Your output should be the whole listing, identical to the original.

____________

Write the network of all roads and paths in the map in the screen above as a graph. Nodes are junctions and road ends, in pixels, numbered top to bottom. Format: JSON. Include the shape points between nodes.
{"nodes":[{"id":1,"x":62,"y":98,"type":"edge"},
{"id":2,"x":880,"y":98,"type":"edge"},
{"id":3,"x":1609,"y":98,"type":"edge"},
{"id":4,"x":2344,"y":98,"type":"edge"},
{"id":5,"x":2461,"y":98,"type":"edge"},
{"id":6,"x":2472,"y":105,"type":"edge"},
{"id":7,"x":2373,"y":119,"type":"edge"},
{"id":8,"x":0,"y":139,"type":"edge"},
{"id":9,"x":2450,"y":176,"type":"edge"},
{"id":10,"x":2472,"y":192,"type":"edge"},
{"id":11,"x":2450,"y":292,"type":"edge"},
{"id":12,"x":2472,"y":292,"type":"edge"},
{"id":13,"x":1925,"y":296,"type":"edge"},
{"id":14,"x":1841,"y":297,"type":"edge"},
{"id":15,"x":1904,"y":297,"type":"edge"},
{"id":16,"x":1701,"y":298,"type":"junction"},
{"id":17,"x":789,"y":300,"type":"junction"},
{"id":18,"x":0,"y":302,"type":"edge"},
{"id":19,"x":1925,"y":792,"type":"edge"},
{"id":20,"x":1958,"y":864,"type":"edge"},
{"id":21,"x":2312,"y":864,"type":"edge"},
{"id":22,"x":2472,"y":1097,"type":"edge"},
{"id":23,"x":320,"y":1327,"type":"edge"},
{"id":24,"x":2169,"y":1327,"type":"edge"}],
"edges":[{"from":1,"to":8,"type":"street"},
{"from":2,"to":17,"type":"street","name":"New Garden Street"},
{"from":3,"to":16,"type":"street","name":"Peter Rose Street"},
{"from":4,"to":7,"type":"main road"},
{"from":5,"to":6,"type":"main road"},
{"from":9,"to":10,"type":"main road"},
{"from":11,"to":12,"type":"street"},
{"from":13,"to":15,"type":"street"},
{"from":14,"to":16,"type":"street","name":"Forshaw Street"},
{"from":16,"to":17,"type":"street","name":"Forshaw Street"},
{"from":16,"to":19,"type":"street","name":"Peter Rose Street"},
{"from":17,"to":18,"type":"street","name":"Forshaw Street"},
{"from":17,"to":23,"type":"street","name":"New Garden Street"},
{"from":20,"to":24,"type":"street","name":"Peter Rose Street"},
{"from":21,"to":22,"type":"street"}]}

____________

▶ _The completed task_:
Write the network of all roads and paths in the map in the screen above as a graph. Nodes are junctions and road ends, in pixels, numbered top to bottom. Format: JSON. Include the shape points between nodes.
{"nodes":[{"id":1,"x":62,"y":98,"type":"edge"},
{"id":2,"x":880,"y":98,"type":"edge"},
{"id":3,"x":1609,"y":98,"type":"edge"},
{"id":4,"x":2344,"y":98,"type":"edge"},
{"id":5,"x":2461,"y":98,"type":"edge"},
{"id":6,"x":2472,"y":105,"type":"edge"},
{"id":7,"x":2373,"y":119,"type":"edge"},
{"id":8,"x":0,"y":139,"type":"edge"},
{"id":9,"x":2450,"y":176,"type":"edge"},
{"id":10,"x":2472,"y":192,"type":"edge"},
{"id":11,"x":2450,"y":292,"type":"edge"},
{"id":12,"x":2472,"y":292,"type":"edge"},
{"id":13,"x":1925,"y":296,"type":"edge"},
{"id":14,"x":1841,"y":297,"type":"edge"},
{"id":15,"x":1904,"y":297,"type":"edge"},
{"id":16,"x":1701,"y":298,"type":"junction"},
{"id":17,"x":789,"y":300,"type":"junction"},
{"id":18,"x":0,"y":302,"type":"edge"},
{"id":19,"x":1925,"y":792,"type":"edge"},
{"id":20,"x":1958,"y":864,"type":"edge"},
{"id":21,"x":2312,"y":864,"type":"edge"},
{"id":22,"x":2472,"y":1097,"type":"edge"},
{"id":23,"x":320,"y":1327,"type":"edge"},
{"id":24,"x":2169,"y":1327,"type":"edge"}],
"edges":[{"from":1,"to":8,"type":"street"},
{"from":2,"to":17,"type":"street","name":"New Garden Street"},
{"from":3,"to":16,"type":"street","name":"Peter Rose Street"},
{"from":4,"to":7,"type":"main road"},
{"from":5,"to":6,"type":"main road"},
{"from":9,"to":10,"type":"main road"},
{"from":11,"to":12,"type":"street"},
{"from":13,"to":15,"type":"street"},
{"from":14,"to":16,"type":"street","name":"Forshaw Street"},
{"from":16,"to":17,"type":"street","name":"Forshaw Street"},
{"from":16,"to":19,"type":"street","name":"Peter Rose Street"},
{"from":17,"to":18,"type":"street","name":"Forshaw Street"},
{"from":17,"to":23,"type":"street","name":"New Garden Street"},
{"from":20,"to":24,"type":"street","name":"Peter Rose Street"},
{"from":21,"to":22,"type":"street"}]}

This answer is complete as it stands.